It sold well in America, and Chrysler decided to try it out in Australia as well, but this presented a problem. The slant-six engine had it difficult to simply convert the car to right hand drive, so it was decided that a tweaked version of the design with the steering wheel on the right would be built wholly in Australia. This began in 1962, but by '63 Chrysler Australia had already designed a version based on the original and incorporating many of its design cues, but better suited to the local market. This new design would debut in 1964, and this was the same year that Plymouth would decide to sell a performance version of the Valiant, known as the Barracuda.

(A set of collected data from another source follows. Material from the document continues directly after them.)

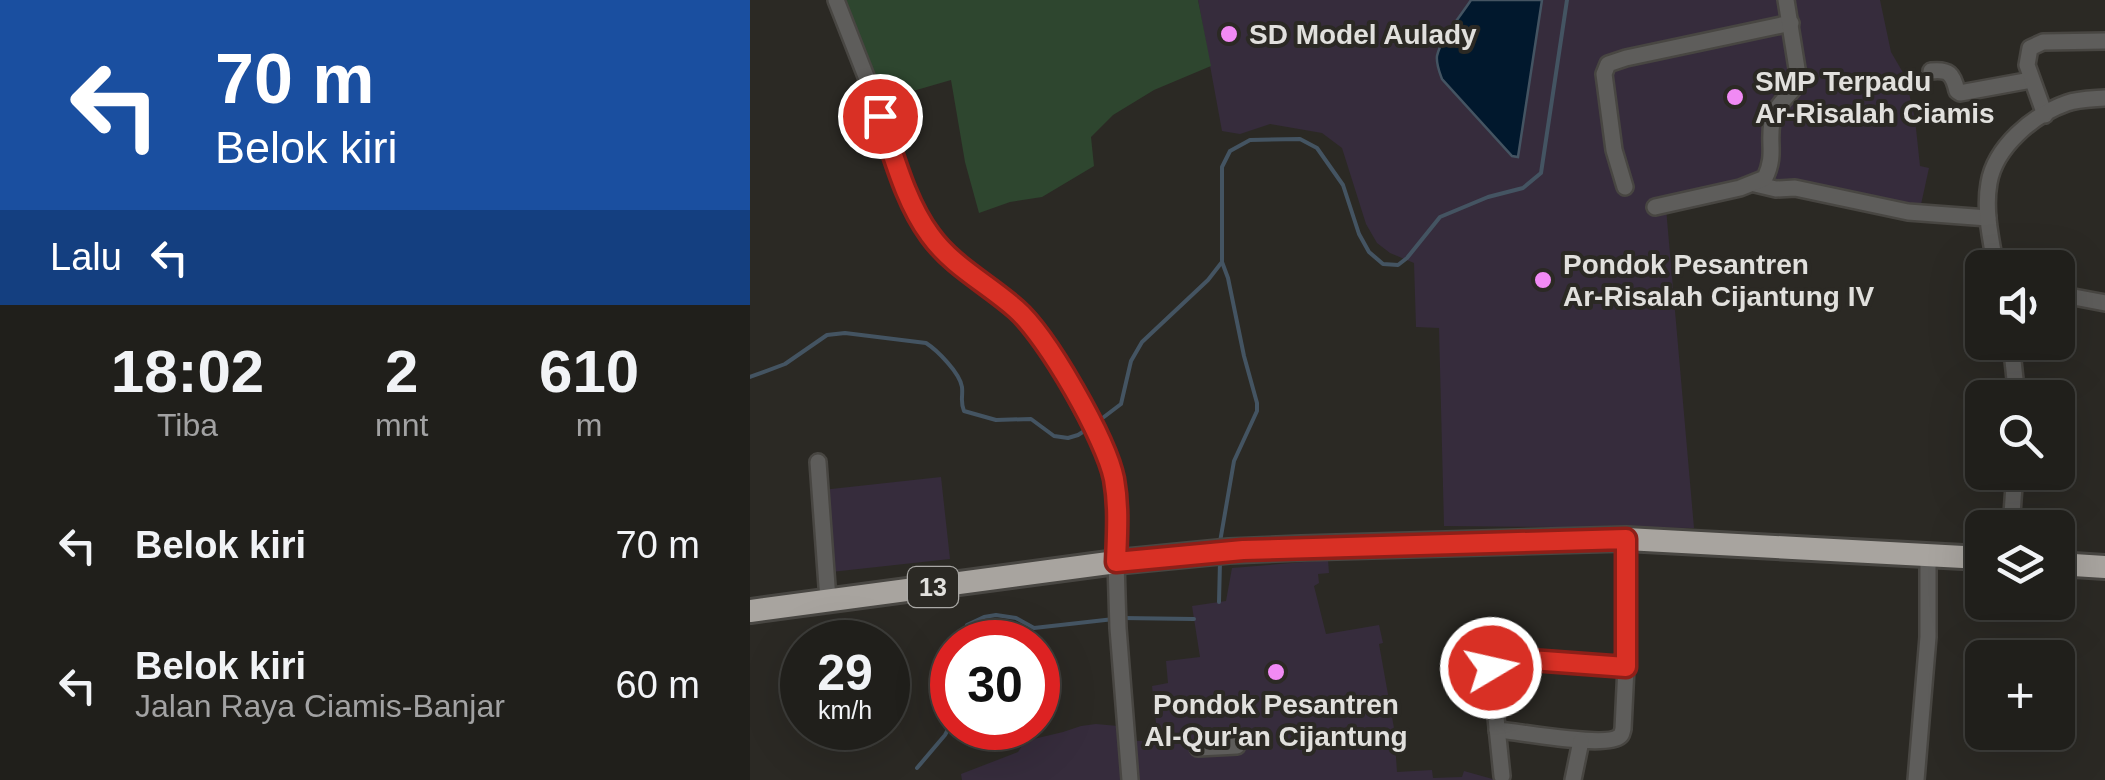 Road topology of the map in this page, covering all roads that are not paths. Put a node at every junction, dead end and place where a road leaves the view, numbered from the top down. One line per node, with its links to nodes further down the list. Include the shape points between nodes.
1 (836, 0): 20 (street, via 922,224 946,255 1028,320 1100,439 1116,488)
2 (1786, 0): 3 (street)
3 (1790, 22): 9 (street, via 1799,81 1774,112 1772,164); 10 (street, via 1608,64 1614,150)
4 (2105, 40): 6 (street, via 2032,46)
5 (1931, 71): 6 (street, via 1950,73 1960,93)
6 (2030, 80): 8 (street)
7 (2105, 98): 8 (street, via 2068,103)
8 (2045, 115): 12 (street, via 2019,132 1992,168)
9 (1755, 184): 11 (street); 12 (street, via 1908,212)
10 (1625, 186)
11 (1655, 207)
12 (1988, 218): 13 (street)
13 (1993, 250)
14 (2075, 297): 15 (street)
15 (2105, 303)
16 (818, 462): 23 (street)
17 (1626, 539): 18 (highway, 13); 20 (highway, 13, via 1220,552); 25 (street)
18 (1928, 554): 19 (highway, 13); 33 (street)
19 (1965, 557)
20 (1116, 562): 23 (highway, 13); 31 (street)
21 (2075, 565): 22 (highway)
22 (2105, 567)
23 (828, 600): 24 (highway, 13)
24 (750, 611)
25 (1626, 667): 26 (street, via 1495,660); 27 (street, via 1621,735)
26 (1497, 730): 27 (street); 30 (street)
27 (1581, 741): 32 (street)
28 (1237, 746): 29 (street)
29 (1198, 748)
30 (1502, 776)
31 (1130, 780)
32 (1573, 780)
33 (1916, 780) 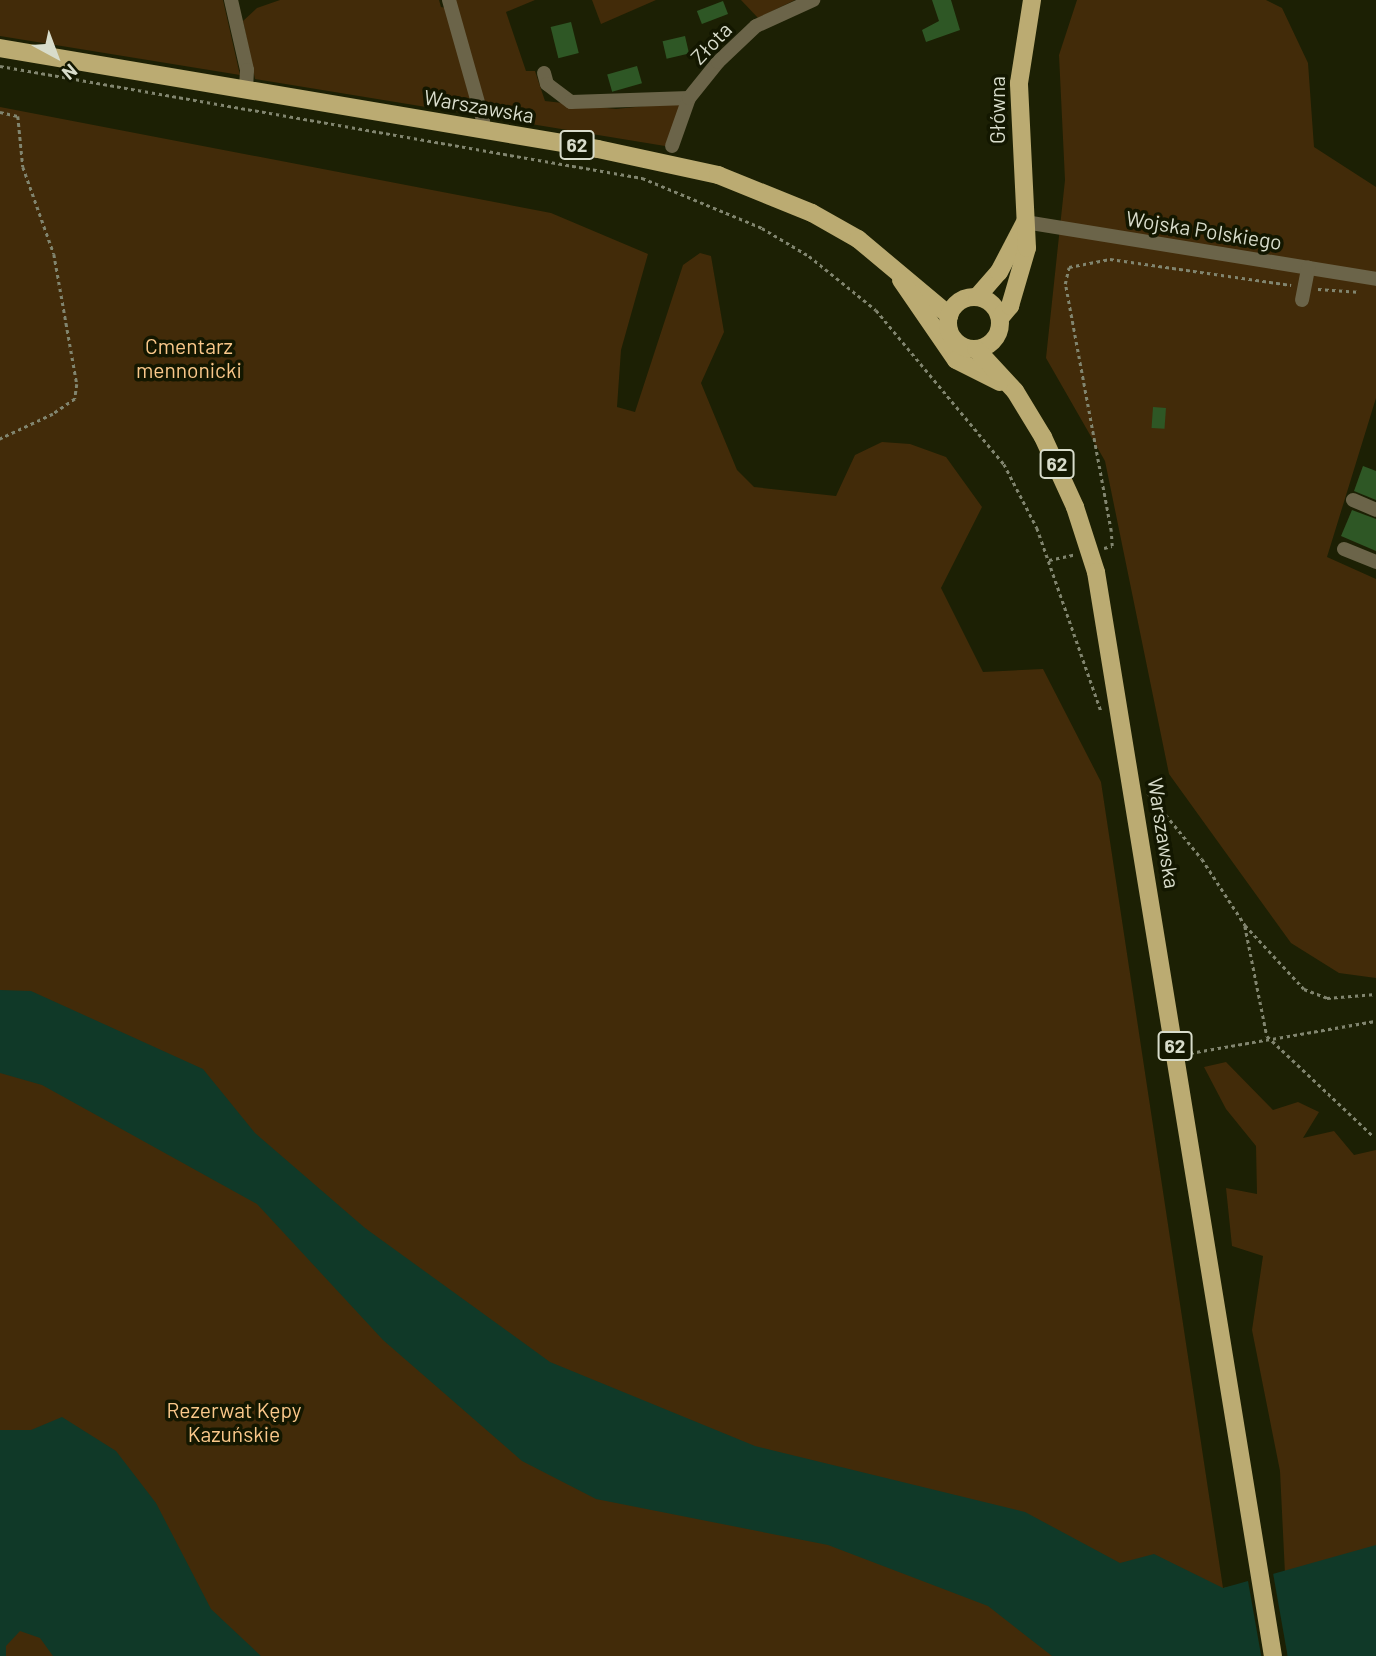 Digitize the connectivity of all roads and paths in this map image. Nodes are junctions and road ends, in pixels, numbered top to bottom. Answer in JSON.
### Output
{"nodes":[{"id":1,"x":231,"y":0,"type":"edge"},
{"id":2,"x":449,"y":0,"type":"edge"},
{"id":3,"x":814,"y":0,"type":"edge"},
{"id":4,"x":1032,"y":0,"type":"edge"},
{"id":5,"x":0,"y":48,"type":"edge"},
{"id":6,"x":0,"y":66,"type":"edge"},
{"id":7,"x":544,"y":73,"type":"dead end"},
{"id":8,"x":246,"y":90,"type":"junction"},
{"id":9,"x":689,"y":98,"type":"junction"},
{"id":10,"x":0,"y":112,"type":"edge"},
{"id":11,"x":481,"y":129,"type":"junction"},
{"id":12,"x":672,"y":146,"type":"dead end"},
{"id":13,"x":1025,"y":222,"type":"junction"},
{"id":14,"x":887,"y":261,"type":"junction"},
{"id":15,"x":1308,"y":268,"type":"junction"},
{"id":16,"x":1376,"y":279,"type":"edge"},
{"id":17,"x":1362,"y":292,"type":"dead end"},
{"id":18,"x":1304,"y":293,"type":"junction"},
{"id":19,"x":962,"y":304,"type":"junction"},
{"id":20,"x":1000,"y":318,"type":"junction"},
{"id":21,"x":995,"y":339,"type":"junction"},
{"id":22,"x":976,"y":349,"type":"junction"},
{"id":23,"x":1010,"y":385,"type":"junction"},
{"id":24,"x":0,"y":439,"type":"edge"},
{"id":25,"x":1353,"y":500,"type":"dead end"},
{"id":26,"x":1376,"y":510,"type":"edge"},
{"id":27,"x":1344,"y":549,"type":"dead end"},
{"id":28,"x":1090,"y":551,"type":"junction"},
{"id":29,"x":1049,"y":560,"type":"junction"},
{"id":30,"x":1376,"y":562,"type":"edge"},
{"id":31,"x":1085,"y":665,"type":"dead end"},
{"id":32,"x":1132,"y":777,"type":"junction"},
{"id":33,"x":1245,"y":925,"type":"junction"},
{"id":34,"x":1376,"y":994,"type":"edge"},
{"id":35,"x":1376,"y":1021,"type":"edge"},
{"id":36,"x":1267,"y":1036,"type":"junction"},
{"id":37,"x":1177,"y":1055,"type":"junction"},
{"id":38,"x":1374,"y":1137,"type":"dead end"},
{"id":39,"x":1273,"y":1656,"type":"edge"}],
"edges":[{"from":1,"to":8,"type":"street"},
{"from":2,"to":11,"type":"street"},
{"from":3,"to":9,"type":"street","name":"Złota"},
{"from":4,"to":13,"type":"main road","name":"Główna"},
{"from":5,"to":8,"type":"main road","name":"Warszawska","number":"62"},
{"from":6,"to":29,"type":"path"},
{"from":7,"to":9,"type":"street"},
{"from":8,"to":11,"type":"main road","name":"Warszawska","number":"62"},
{"from":9,"to":12,"type":"street","name":"Złota"},
{"from":10,"to":24,"type":"path"},
{"from":11,"to":14,"type":"main road","name":"Warszawska","number":"62"},
{"from":13,"to":15,"type":"street","name":"Wojska Polskiego"},
{"from":13,"to":19,"type":"main road"},
{"from":13,"to":20,"type":"main road","name":"Główna"},
{"from":14,"to":19,"type":"main road","name":"Warszawska","number":"62"},
{"from":14,"to":23,"type":"main road","number":"62"},
{"from":15,"to":16,"type":"street","name":"Wojska Polskiego"},
{"from":15,"to":18,"type":"street"},
{"from":17,"to":18,"type":"path"},
{"from":18,"to":28,"type":"path"},
{"from":19,"to":20,"type":"main road","number":"62"},
{"from":19,"to":22,"type":"main road","number":"62"},
{"from":20,"to":21,"type":"main road","number":"62"},
{"from":21,"to":22,"type":"main road"},
{"from":21,"to":23,"type":"main road","name":"Warszawska","number":"62"},
{"from":22,"to":23,"type":"main road","name":"Warszawska","number":"62"},
{"from":23,"to":28,"type":"main road","name":"Warszawska","number":"62"},
{"from":25,"to":26,"type":"street"},
{"from":27,"to":30,"type":"street"},
{"from":28,"to":29,"type":"path"},
{"from":28,"to":32,"type":"main road","name":"Warszawska","number":"62"},
{"from":29,"to":31,"type":"path"},
{"from":32,"to":33,"type":"path"},
{"from":32,"to":37,"type":"main road","name":"Warszawska","number":"62"},
{"from":33,"to":34,"type":"path"},
{"from":33,"to":36,"type":"path"},
{"from":35,"to":36,"type":"path"},
{"from":36,"to":37,"type":"path"},
{"from":36,"to":38,"type":"path"},
{"from":37,"to":39,"type":"main road","name":"Warszawska","number":"62"}]} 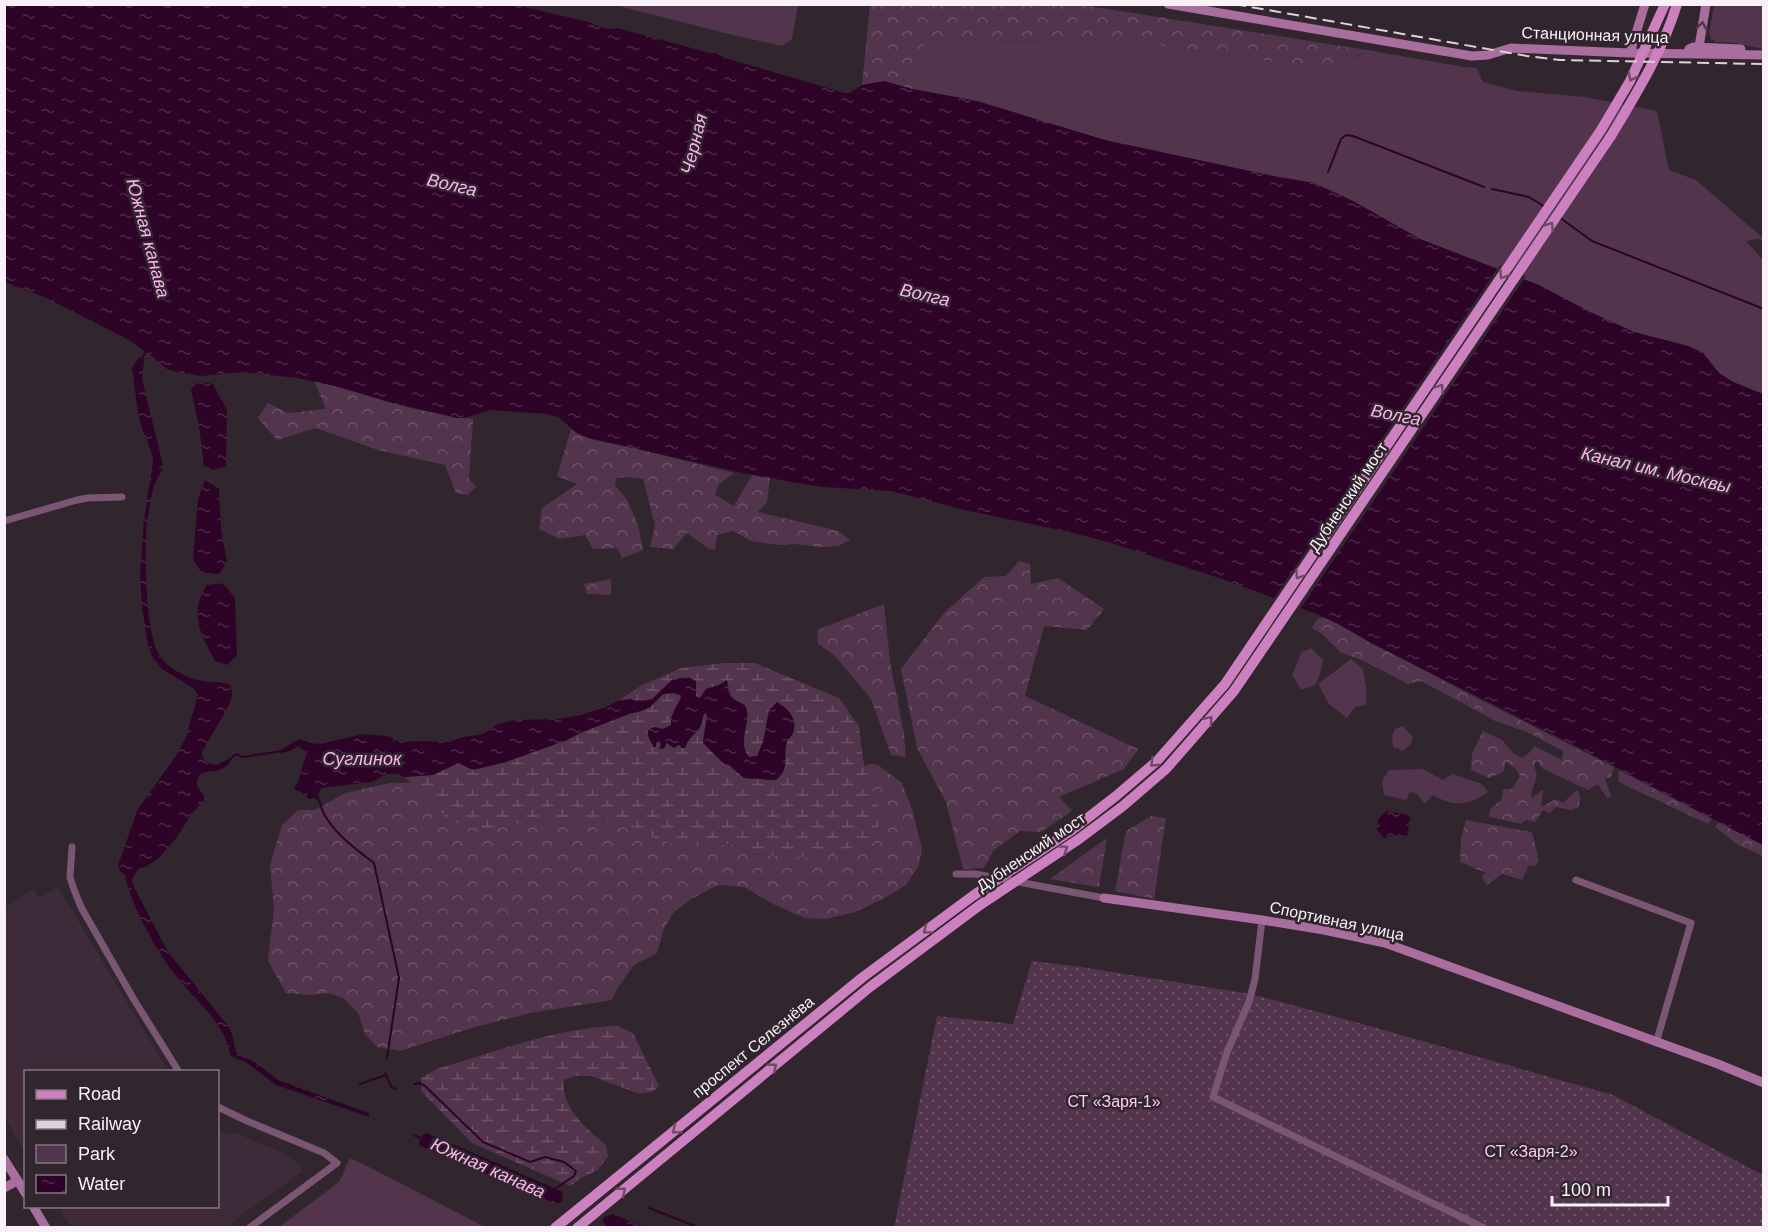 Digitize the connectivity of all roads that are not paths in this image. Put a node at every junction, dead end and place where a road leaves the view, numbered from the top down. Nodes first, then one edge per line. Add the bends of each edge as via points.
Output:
1 (1168, 4) edge
2 (1645, 4) edge
3 (1665, 4) edge
4 (1677, 4) edge
5 (1706, 4) edge
6 (1699, 47) junction
7 (1630, 52) junction
8 (1682, 53) junction
9 (1764, 53) edge
10 (122, 497) dead end
11 (4, 521) edge
12 (72, 847) dead end
13 (956, 874) dead end
14 (1576, 880) dead end
15 (974, 895) joint
16 (1104, 898) joint
17 (980, 905) joint
18 (1262, 920) junction
19 (1656, 1043) junction
20 (178, 1070) edge
21 (1764, 1083) edge
22 (219, 1107) edge
23 (6, 1163) edge
24 (17, 1180) junction
25 (4, 1188) edge
26 (24, 1191) edge
27 (34, 1208) edge
28 (581, 1226) edge
29 (46, 1227) edge
30 (249, 1227) edge
31 (555, 1227) edge
32 (1484, 1227) edge

1 - 7 main road, Станционная улица via 1472,56 1511,48
2 - 7 main road
3 -> 15 main road, Дубненский мост via 1630,81 1601,130 1225,684 1157,761 1116,796
17 -> 4 main road, Дубненский мост via 1123,806 1166,769 1234,690 1611,136 1641,86
6 -> 5 main road
6 - 8 main road, Станционная улица
6 - 9 main road, Станционная улица
7 - 8 main road, Станционная улица
8 - 9 main road, Станционная улица
10 - 11 street via 77,500
12 - 20 street via 70,877 81,907
13 - 16 street, Спортивная улица via 975,874
14 - 19 street via 1691,923
15 -> 31 main road, проспект Селезнёва via 863,977
16 - 18 main road, Спортивная улица
28 -> 17 main road, проспект Селезнёва via 870,987
18 - 19 main road, Спортивная улица via 1385,943
18 - 32 street via 1249,1002 1213,1096
19 - 21 main road, Спортивная улица
22 - 30 street via 324,1153 337,1163
23 - 24 main road
24 - 25 main road
24 - 26 main road
27 - 29 main road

For 1965, Chrysler Australia recognized the performance potential of the platform and offered a V8-powered Valiant. This was fine for a couple of years, but when the Mustang-powered GT debuted in 1967 and the Holden Monaro in 1968, the V8 Valiant just didn't seem as special anymore. So in 1971, Chrysler developed a fastback coupe version of the Valiant, which would actually bear a stronger resemblance to the original Barracuda than the larger contemporary model. The Charger would even keep the Valiant as part of its name for its entire production run, while the Barracuda had dropped it after its first year.
Considering the fact that you could walk into an American Plymouth dealership and buy a ‘Cuda with a 426 HEMI in it in 1971, the Valiant Charger is somewhat mild by comparison. It was offered only with a choice of six-cylinder engines in its first year, and when V8 option was offered, it wasn't exactly the monster that the 426 was. That said, the car was much smaller and lighter than its American counterpart, more in the style of pre-1967 American pony cars. Moreover, these were pretty powerful six-cylinder engines for the time. In the most powerful R/T trim, the Charger made 280 horsepower, which got bumped up to 302 in 1972.
The Charger might have evolved into a more serious performance machine, but even before the blight of the energy crisis, Australian muscle cars were dealt a serious blow. A 1972 article published in the Sydney Sun-Herald under the title "160mph Super Cars Soon" called attention to homologation cars being developed by the Big Three for competition at Bathurst, and noting that these would be the fastest Australian cars on the road. Of course, any Australian with the money could have bought a 174mph Ferrari
365 GTB4 that same year, but the idea of that kind of speed also being cheap led to massive public outcry.
This in turn led to big talk from politicians on subjects like banning all vehicles able to travel at over 130mph, in what would become known as the "supercar scare". The Charger R/T was attacked by politicians, as were the plans for a V8-powered competition version of the car. Chrysler would build the V8 Charger anyway, but they had withdrawn from the Bathurst race entirely, and since the V8 Charger was therefore not a homologation car, nobody seemed to take notice. The Charger stayed in production until 1978, but after 1972, Chrysler was trying to keep a low profile and the performance aspect of the car went into a decline.
Muscle cars in America underwent a similar decline in 1974, and the Charger actually ended up outliving its American counterpart. Thanks to bad timing and bad politics, the Charger never got to achieve its full potential. This is a shame, but then Chrysler is always free to try again, and we encourage them to do so.